Толпа теперь двигалась по широкой тополиной аллее. Музыка уже не играла, и стало легче дышать. Птицы тоже теперь не кричали, притихли. Грачи сидели на деревьях целыми семьями. Вид у них был спокойный, даже торжественный. Многие из них чистили клювами перышки, другие внимательно разглядывали толпу. Леня задел легонько мое плечо:
— Послушай, ты хотел бы стать птицей? — он сильнее сдавил плечо. Глаза у него блестели, лукавили, — и я снова обиделся. Вокруг — такое горе, и слезы, и траур, а у него — веселые глаза, пустые вопросы.

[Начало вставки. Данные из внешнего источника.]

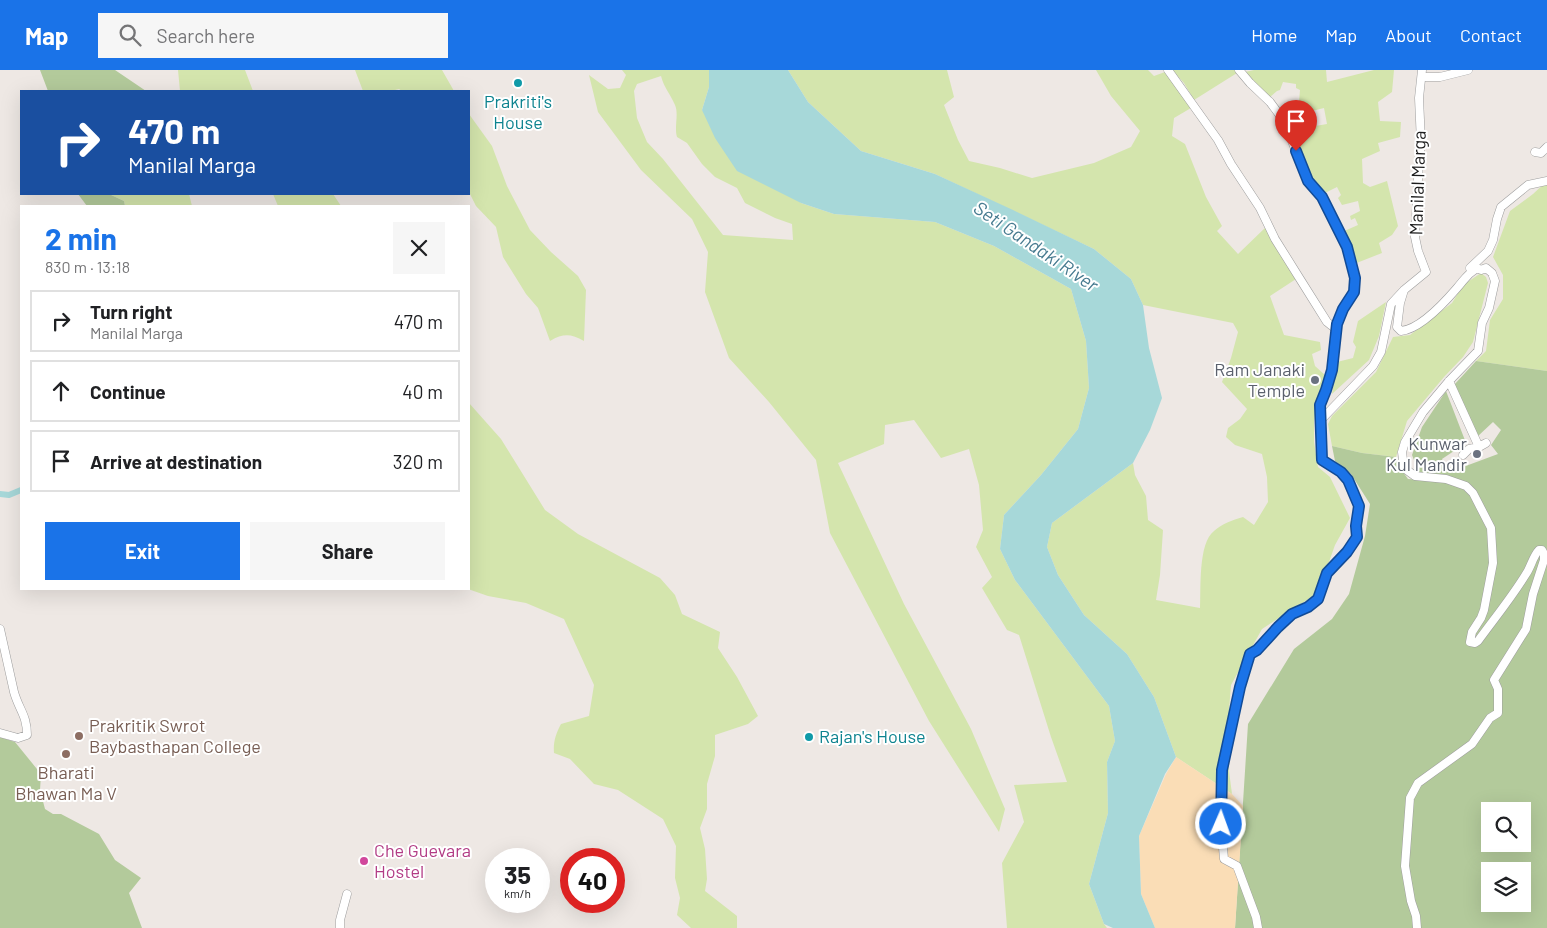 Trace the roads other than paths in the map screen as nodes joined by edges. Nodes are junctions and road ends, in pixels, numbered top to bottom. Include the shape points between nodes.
1 (1168, 70) edge
2 (1238, 70) edge
3 (1468, 70) edge
4 (1422, 73) edge
5 (1547, 147) edge
6 (1535, 152) dead end
7 (1547, 181) edge
8 (1458, 287) junction
9 (1404, 290) junction
10 (1337, 330) junction
11 (1449, 381) junction
12 (1321, 420) junction
13 (1463, 455) dead end
14 (0, 629) edge
15 (0, 733) edge
16 (348, 894) dead end
17 (340, 928) edge
18 (1258, 928) edge
19 (1417, 928) edge

1 - 10 street via 1218,140 1327,322
2 - 10 street via 1281,116 1308,181 1322,197 1347,247 1355,278 1354,292 1343,309
3 - 4 street via 1447,76
4 - 9 street, Manilal Marga via 1416,237 1426,272
5 - 6 street via 1541,153
7 - 8 street via 1528,185 1501,207 1488,251 1468,269
8 - 9 street via 1418,324 1401,331 1397,320
8 - 11 street via 1467,274 1477,268 1486,268 1495,281 1482,323 1478,351
9 - 12 street, Manilal Marga via 1391,304 1380,352 1373,366
10 - 12 street via 1332,370 1320,405
11 - 13 street via 1482,445 1469,449
11 - 19 street via 1423,412 1405,442 1402,460 1404,468 1415,476 1446,479 1466,486 1491,528 1493,563 1484,610 1470,642 1478,641 1526,575 1539,550 1542,550 1544,560 1526,629 1494,680 1498,688 1498,713 1490,718 1472,744 1418,783 1410,798 1405,866
12 - 18 street via 1322,460 1348,480 1359,506 1357,537 1327,573 1318,599 1292,614 1250,654 1222,770 1224,859 1237,866
14 - 15 street via 14,692 26,718 26,735 18,738
16 - 17 street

— Так ты не ответил? — он рассмеялся, и я еще больше обиделся:
— Леня, потом, потом…
— А я хотел бы!
— О чем ты?
— О птицах… Как хорошо, наверное, иметь два дома, две родины! Нынче здесь — где-нибудь в Сибири, а осень пришла — и полетел в Египет, поближе к солнышку, к теплым морям.
— Две родины — многовато…
— Может быть, а все равно — хорошо! И какая жизнь! Какая свобода! Вон взгляни — загляденье… — Леня поднял руку и показал на грача, который парил высоко над деревьями, — то ли чего-то высматривал, то ли потерял свою стаю… Но в это время ожили трубы, и Леня втянул в плечи шею. Наверно, стало стыдно за свои разговоры, за свою радость, которая так и ходила в нем, распирала. Я-то понимал его — дома ждала молодая жена. И тем же вечером он к ней собрался. Я уговаривал ночевать, но он замахал руками.
— Не могу! Рита забеспокоится. Да и зачем ночевать? Дело мы свое сделали — человека похоронили. Иван Григорьевич теперь на нас не обидится. У меня вон уже начались огороды, а я все бросил — приехал.
— Какие огороды?
— Ладно, будешь в июне — увидишь. А не приедешь — обижусь. Ты и на свадьбу ко мне не выбрался. Так что штрафной пить заставлю! — он засмеялся и подмигнул мне, белозубый, счастливый, в темном финском плаще он походил на какого-то актера: светлые рыжеватые волосы, голубые глаза, большой подбородок.
У самой двери он опять оглянулся:
— Подойди же, хоть поцелуемся!
— Лепя, мы не девицы!
— Правильно! — и он хлопнул дверью. Но еще долго в моей комнате стоял его густой голос и какой-то сочный морозный запах — то ли от самого Лени, то ли от какого-то дорогого одеколона. Но я знал, я помнил, так пахнет береза в самом конце весны, перед тем, как разметать по кроне свои первые листья. Подойдешь к такому дереву и ошалеешь от радости и забьется сердце, а потом почти остановится, и обессилеет тело в неясной истоме, и гулко-гулко застучит в голове. То ли молоточек какой-то, то ли призыв, то ли кровь сама наполнится ожиданием…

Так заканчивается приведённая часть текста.